Lecture 29 - Agent Skills: Workflow Discipline for Reliable Coding Agents¶
Course: Agentic AI & GenAI | Previous: Lecture 28 | Next: Lecture 30
Modern coding agents can generate code quickly.
That is not the same as doing engineering work correctly.
The useful mental model:
Agents optimize for "done."
Senior engineers optimize for correct, reviewable, and safe.
Agent skills encode the missing senior-engineering process.
This lecture uses Addy Osmani's Agent Skills work as a reference pattern and adapts it to OpenClaw-style harnesses, local-first agents, on-device AI, and hardware bring-up workflows.
Learning objectives¶
By the end of this lecture, you should be able to:
- Explain why agent skills are workflows, not knowledge dumps.
- Design a skill with triggers, checkpoints, evidence, and exit criteria.
- Use anti-rationalization tables to prevent shortcut behavior.
- Apply progressive disclosure so agents load only relevant workflows.
- Separate soft skill guidance from hard runtime enforcement.
- Map skills into OpenClaw-style prompts, hooks, tools, sessions, and artifacts.
- Write skills for coding, hardware bring-up, and on-device AI work.

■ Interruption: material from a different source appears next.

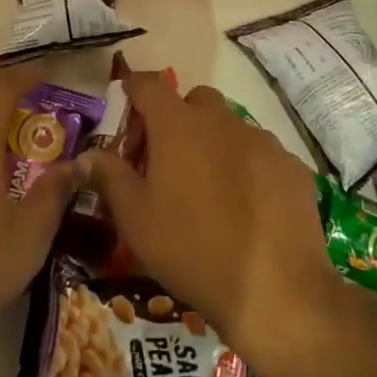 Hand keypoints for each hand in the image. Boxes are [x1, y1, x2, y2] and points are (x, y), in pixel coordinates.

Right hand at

1. Why agents fail in practice¶
Agents often fail because they skip invisible engineering work:
| Missing discipline | Failure mode |
|---|---|
| Spec | the agent solves the wrong problem |
| Constraints | the agent changes files or behavior outside scope |
| Tests | the agent declares success without proof |
| Reviewability | the final diff is too broad to trust |
| Runtime evidence | code compiles but fails in the real environment |
| Safety boundary | the prompt says "be careful" but tools still allow damage |
This resembles a fast junior engineer:
Agent skills exist to make the missing process explicit.
2. What an agent skill actually is¶
A useful skill is not:
A useful skill is:
Weak instruction:
Skill-shaped instruction:
1. Identify the behavior contract.
2. Write the smallest failing test.
3. Run it and capture the failure.
4. Implement the smallest fix.
5. Run the targeted test and capture the pass.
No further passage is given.